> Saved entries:
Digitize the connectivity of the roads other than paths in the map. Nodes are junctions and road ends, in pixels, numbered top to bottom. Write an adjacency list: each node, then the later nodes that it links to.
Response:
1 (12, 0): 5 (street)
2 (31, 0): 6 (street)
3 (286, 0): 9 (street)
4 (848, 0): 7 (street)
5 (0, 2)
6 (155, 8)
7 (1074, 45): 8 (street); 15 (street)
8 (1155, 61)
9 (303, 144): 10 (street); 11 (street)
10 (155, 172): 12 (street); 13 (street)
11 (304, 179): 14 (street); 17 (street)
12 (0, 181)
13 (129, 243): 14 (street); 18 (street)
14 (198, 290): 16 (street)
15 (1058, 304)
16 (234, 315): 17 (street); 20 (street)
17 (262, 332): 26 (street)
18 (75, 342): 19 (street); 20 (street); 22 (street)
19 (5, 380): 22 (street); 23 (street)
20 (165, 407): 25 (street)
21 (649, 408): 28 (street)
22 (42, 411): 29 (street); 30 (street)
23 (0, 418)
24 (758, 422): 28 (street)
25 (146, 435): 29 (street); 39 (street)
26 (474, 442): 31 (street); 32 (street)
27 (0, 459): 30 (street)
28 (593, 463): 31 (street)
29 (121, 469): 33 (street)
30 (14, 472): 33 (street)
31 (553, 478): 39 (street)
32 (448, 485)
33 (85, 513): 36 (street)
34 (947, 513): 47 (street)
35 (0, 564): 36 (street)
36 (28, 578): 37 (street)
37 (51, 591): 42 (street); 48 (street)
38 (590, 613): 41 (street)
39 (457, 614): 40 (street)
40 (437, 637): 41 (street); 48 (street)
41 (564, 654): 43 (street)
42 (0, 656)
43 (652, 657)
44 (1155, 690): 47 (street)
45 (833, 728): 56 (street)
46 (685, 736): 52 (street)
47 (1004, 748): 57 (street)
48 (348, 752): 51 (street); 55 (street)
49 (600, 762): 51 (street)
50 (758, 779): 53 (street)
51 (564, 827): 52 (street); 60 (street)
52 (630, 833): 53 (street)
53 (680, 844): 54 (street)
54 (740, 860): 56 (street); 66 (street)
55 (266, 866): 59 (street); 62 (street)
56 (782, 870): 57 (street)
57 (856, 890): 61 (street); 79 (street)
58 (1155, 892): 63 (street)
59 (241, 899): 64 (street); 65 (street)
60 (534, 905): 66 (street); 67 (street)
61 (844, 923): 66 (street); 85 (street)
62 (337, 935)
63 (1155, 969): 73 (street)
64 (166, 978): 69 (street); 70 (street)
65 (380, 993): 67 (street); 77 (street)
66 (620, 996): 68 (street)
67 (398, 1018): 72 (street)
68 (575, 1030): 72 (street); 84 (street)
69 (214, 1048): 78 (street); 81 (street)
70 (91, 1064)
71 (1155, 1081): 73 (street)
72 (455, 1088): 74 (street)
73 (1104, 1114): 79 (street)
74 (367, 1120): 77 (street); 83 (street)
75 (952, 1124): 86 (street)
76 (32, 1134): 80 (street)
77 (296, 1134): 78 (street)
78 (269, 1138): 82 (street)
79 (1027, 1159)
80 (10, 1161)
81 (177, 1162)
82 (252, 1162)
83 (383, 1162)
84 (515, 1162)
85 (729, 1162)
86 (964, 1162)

> What the task requires:
Repeat the data above in full, word for word.

> Output of the task:
Digitize the connectivity of the roads other than paths in the map. Nodes are junctions and road ends, in pixels, numbered top to bottom. Write an adjacency list: each node, then the later nodes that it links to.
Response:
1 (12, 0): 5 (street)
2 (31, 0): 6 (street)
3 (286, 0): 9 (street)
4 (848, 0): 7 (street)
5 (0, 2)
6 (155, 8)
7 (1074, 45): 8 (street); 15 (street)
8 (1155, 61)
9 (303, 144): 10 (street); 11 (street)
10 (155, 172): 12 (street); 13 (street)
11 (304, 179): 14 (street); 17 (street)
12 (0, 181)
13 (129, 243): 14 (street); 18 (street)
14 (198, 290): 16 (street)
15 (1058, 304)
16 (234, 315): 17 (street); 20 (street)
17 (262, 332): 26 (street)
18 (75, 342): 19 (street); 20 (street); 22 (street)
19 (5, 380): 22 (street); 23 (street)
20 (165, 407): 25 (street)
21 (649, 408): 28 (street)
22 (42, 411): 29 (street); 30 (street)
23 (0, 418)
24 (758, 422): 28 (street)
25 (146, 435): 29 (street); 39 (street)
26 (474, 442): 31 (street); 32 (street)
27 (0, 459): 30 (street)
28 (593, 463): 31 (street)
29 (121, 469): 33 (street)
30 (14, 472): 33 (street)
31 (553, 478): 39 (street)
32 (448, 485)
33 (85, 513): 36 (street)
34 (947, 513): 47 (street)
35 (0, 564): 36 (street)
36 (28, 578): 37 (street)
37 (51, 591): 42 (street); 48 (street)
38 (590, 613): 41 (street)
39 (457, 614): 40 (street)
40 (437, 637): 41 (street); 48 (street)
41 (564, 654): 43 (street)
42 (0, 656)
43 (652, 657)
44 (1155, 690): 47 (street)
45 (833, 728): 56 (street)
46 (685, 736): 52 (street)
47 (1004, 748): 57 (street)
48 (348, 752): 51 (street); 55 (street)
49 (600, 762): 51 (street)
50 (758, 779): 53 (street)
51 (564, 827): 52 (street); 60 (street)
52 (630, 833): 53 (street)
53 (680, 844): 54 (street)
54 (740, 860): 56 (street); 66 (street)
55 (266, 866): 59 (street); 62 (street)
56 (782, 870): 57 (street)
57 (856, 890): 61 (street); 79 (street)
58 (1155, 892): 63 (street)
59 (241, 899): 64 (street); 65 (street)
60 (534, 905): 66 (street); 67 (street)
61 (844, 923): 66 (street); 85 (street)
62 (337, 935)
63 (1155, 969): 73 (street)
64 (166, 978): 69 (street); 70 (street)
65 (380, 993): 67 (street); 77 (street)
66 (620, 996): 68 (street)
67 (398, 1018): 72 (street)
68 (575, 1030): 72 (street); 84 (street)
69 (214, 1048): 78 (street); 81 (street)
70 (91, 1064)
71 (1155, 1081): 73 (street)
72 (455, 1088): 74 (street)
73 (1104, 1114): 79 (street)
74 (367, 1120): 77 (street); 83 (street)
75 (952, 1124): 86 (street)
76 (32, 1134): 80 (street)
77 (296, 1134): 78 (street)
78 (269, 1138): 82 (street)
79 (1027, 1159)
80 (10, 1161)
81 (177, 1162)
82 (252, 1162)
83 (383, 1162)
84 (515, 1162)
85 (729, 1162)
86 (964, 1162)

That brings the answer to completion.